* _AIM OF THE TASK_: For each line below that contains the word "Middle", return that line.
►
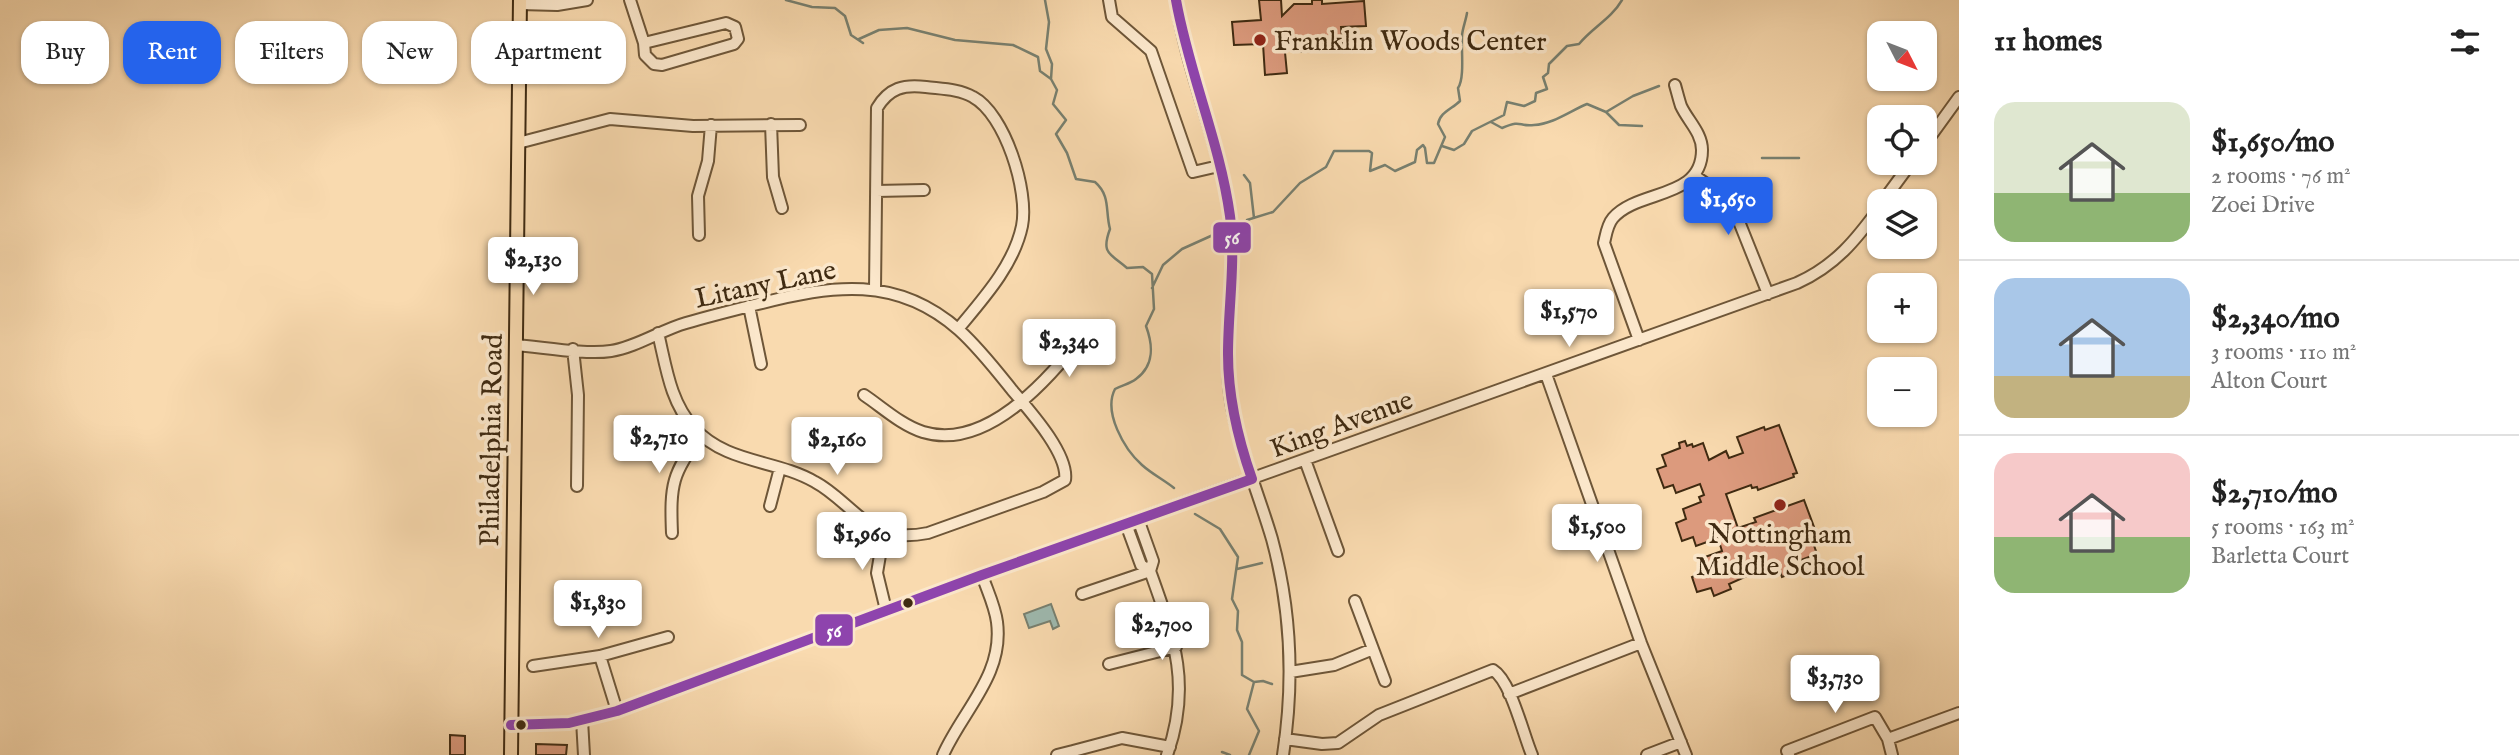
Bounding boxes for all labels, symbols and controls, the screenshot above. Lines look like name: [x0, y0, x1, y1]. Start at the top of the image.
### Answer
chip: Buy: [21, 21, 109, 84]
chip: Rent: [123, 21, 221, 84]
chip: Filters: [235, 21, 348, 84]
chip: New: [362, 21, 457, 84]
chip: Apartment: [471, 21, 626, 84]
north arrow: [1867, 21, 1937, 91]
map controls: [1867, 21, 1937, 427]
text: 11 homes: [1994, 23, 2102, 61]
icon: filters: [2446, 23, 2484, 61]
place label: Franklin Woods Center: [1274, 25, 1547, 60]
marker: Franklin Woods Center: [1252, 32, 1268, 48]
button: locate: [1867, 105, 1937, 175]
text: $1,650/mo: [2211, 124, 2334, 162]
icon: home: [2050, 130, 2134, 214]
text: 2 rooms · 76 m²: [2211, 162, 2351, 191]
pin: $1,650: [1671, 177, 1785, 237]
text: $1,650: [1700, 185, 1756, 214]
button: layers: [1867, 189, 1937, 259]
text: Zoei Drive: [2211, 191, 2315, 220]
line badge: 56: [1212, 221, 1252, 254]
text: 56: [1225, 227, 1240, 251]
pin: $2,130: [476, 238, 590, 297]
text: $2,130: [504, 245, 562, 274]
street label: Litany Lane: [692, 253, 839, 317]
button: +: [1867, 273, 1937, 343]
pin: $1,570: [1512, 290, 1626, 349]
text: $1,570: [1540, 297, 1598, 326]
text: $2,340/mo: [2211, 300, 2340, 338]
icon: home: [2050, 306, 2134, 390]
pin: $2,340: [1012, 320, 1126, 379]
text: $2,340: [1039, 327, 1099, 356]
street label: Philadelphia Road: [473, 333, 512, 547]
text: 3 rooms · 110 m²: [2211, 338, 2356, 367]
button: −: [1867, 357, 1937, 427]
text: Alton Court: [2211, 367, 2327, 396]
street label: King Avenue: [1266, 383, 1418, 467]
pin: $2,710: [602, 416, 716, 475]
pin: $2,160: [780, 418, 894, 477]
text: $2,710: [630, 423, 688, 452]
text: $2,160: [807, 425, 867, 454]
text: $2,710/mo: [2211, 475, 2337, 513]
icon: home: [2050, 481, 2134, 565]
marker: Nottingham Middle School: [1772, 497, 1788, 513]
pin: $1,500: [1540, 504, 1654, 564]
pin: $1,960: [805, 512, 919, 572]
text: $1,500: [1568, 512, 1626, 541]
text: 5 rooms · 163 m²: [2211, 513, 2355, 542]
place label: Nottingham Middle School: [1696, 518, 1865, 585]
text: $1,960: [833, 520, 891, 549]
text: Barletta Court: [2211, 542, 2349, 571]
pin: $1,830: [541, 580, 655, 640]
text: $1,830: [570, 588, 626, 617]
unlabelled marker: [901, 596, 915, 610]
pin: $2,700: [1105, 602, 1219, 662]
text: $2,700: [1131, 610, 1193, 639]
line badge: 56: [814, 613, 854, 647]
text: 56: [827, 620, 842, 644]
pin: $3,730: [1778, 656, 1892, 715]
text: $3,730: [1807, 663, 1863, 692]
unlabelled marker: [514, 718, 528, 732]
◄
* _ANSWER SPACE_:
marker: Nottingham Middle School: [1772, 497, 1788, 513]
place label: Nottingham Middle School: [1696, 518, 1865, 585]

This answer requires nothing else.